Scan the entries line by line and return those with "東野虎姫線".
(RECORDS Opens)
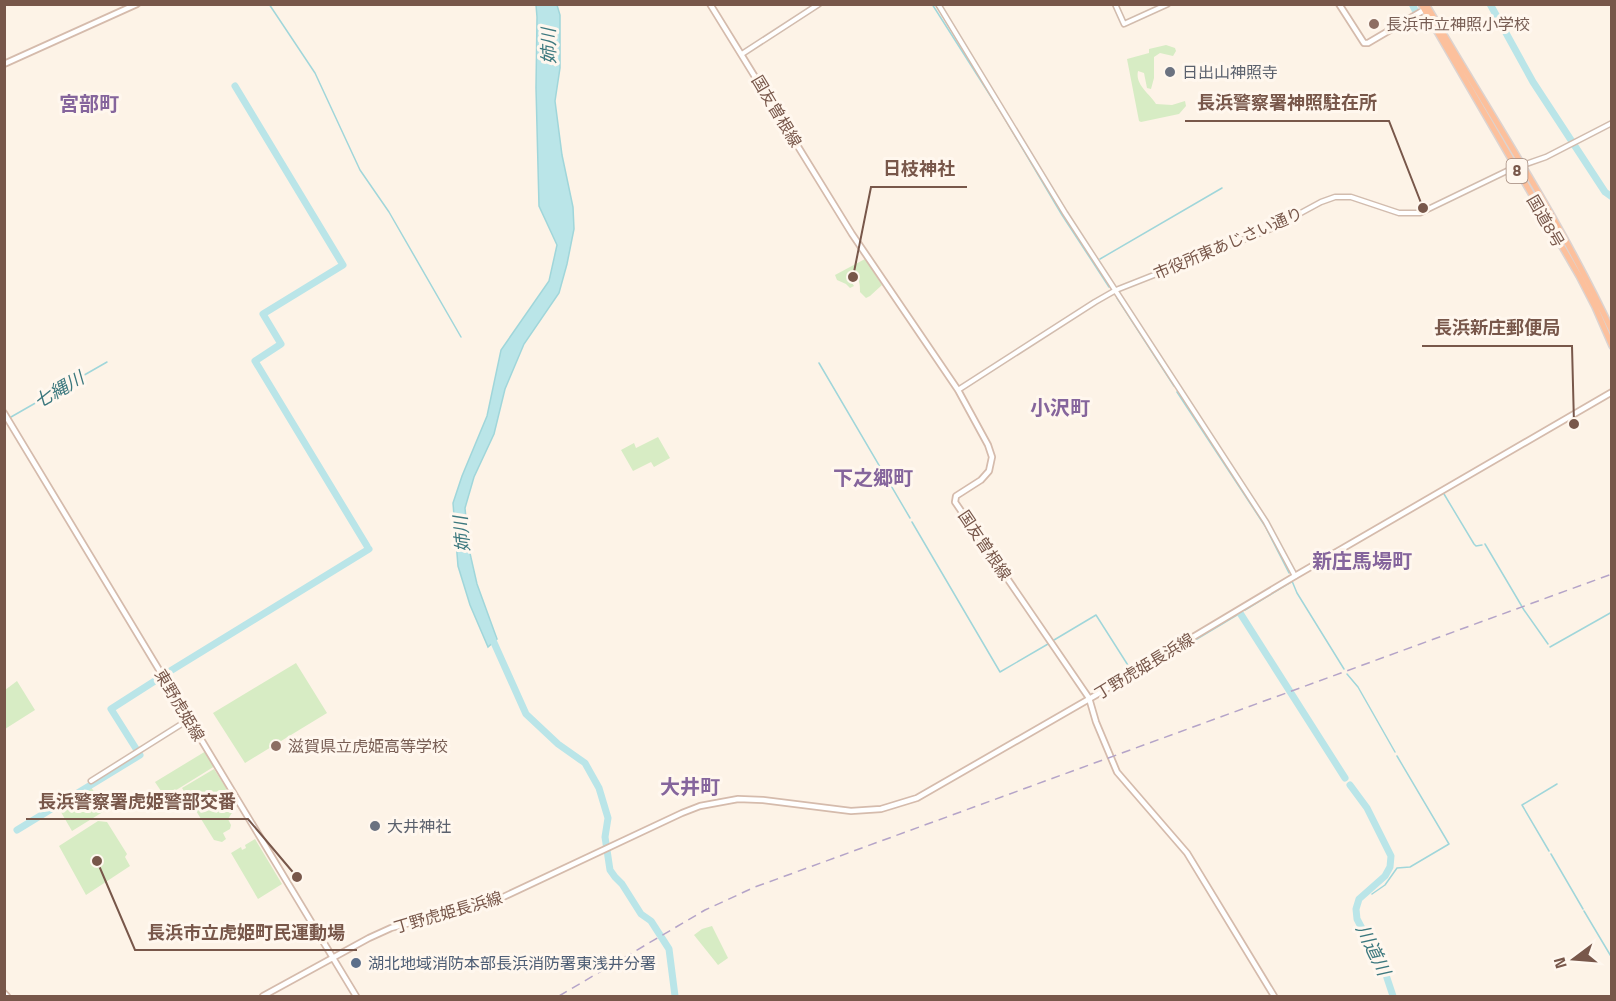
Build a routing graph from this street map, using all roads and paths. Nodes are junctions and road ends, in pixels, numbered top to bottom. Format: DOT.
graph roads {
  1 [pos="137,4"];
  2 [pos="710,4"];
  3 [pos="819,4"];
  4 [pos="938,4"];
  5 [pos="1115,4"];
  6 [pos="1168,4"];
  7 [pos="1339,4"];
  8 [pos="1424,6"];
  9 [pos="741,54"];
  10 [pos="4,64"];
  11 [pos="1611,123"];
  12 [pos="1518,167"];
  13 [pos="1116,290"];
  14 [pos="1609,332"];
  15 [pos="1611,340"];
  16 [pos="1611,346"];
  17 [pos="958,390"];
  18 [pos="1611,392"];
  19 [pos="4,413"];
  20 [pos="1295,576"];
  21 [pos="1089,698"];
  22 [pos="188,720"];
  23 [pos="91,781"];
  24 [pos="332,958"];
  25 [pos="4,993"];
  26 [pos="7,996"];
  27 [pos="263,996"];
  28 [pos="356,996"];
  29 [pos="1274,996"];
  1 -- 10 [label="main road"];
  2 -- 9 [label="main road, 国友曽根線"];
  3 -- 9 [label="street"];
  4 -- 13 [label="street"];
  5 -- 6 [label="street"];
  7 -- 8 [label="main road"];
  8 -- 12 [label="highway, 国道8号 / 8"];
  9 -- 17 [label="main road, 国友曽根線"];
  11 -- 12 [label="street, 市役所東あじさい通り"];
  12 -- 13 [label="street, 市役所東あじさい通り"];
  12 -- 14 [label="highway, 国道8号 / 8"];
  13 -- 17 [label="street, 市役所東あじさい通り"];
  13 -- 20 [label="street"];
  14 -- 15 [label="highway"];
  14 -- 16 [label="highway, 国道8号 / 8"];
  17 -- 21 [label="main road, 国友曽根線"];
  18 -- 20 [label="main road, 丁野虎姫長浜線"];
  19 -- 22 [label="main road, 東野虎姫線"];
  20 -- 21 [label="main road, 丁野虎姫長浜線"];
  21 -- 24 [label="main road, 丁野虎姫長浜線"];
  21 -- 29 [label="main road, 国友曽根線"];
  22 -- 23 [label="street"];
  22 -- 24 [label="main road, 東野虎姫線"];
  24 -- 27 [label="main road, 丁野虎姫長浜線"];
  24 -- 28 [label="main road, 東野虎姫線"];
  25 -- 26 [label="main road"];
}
(RECORDS Closes)
ANSWER TO THIS TASK =
  19 -- 22 [label="main road, 東野虎姫線"];
  22 -- 24 [label="main road, 東野虎姫線"];
  24 -- 28 [label="main road, 東野虎姫線"];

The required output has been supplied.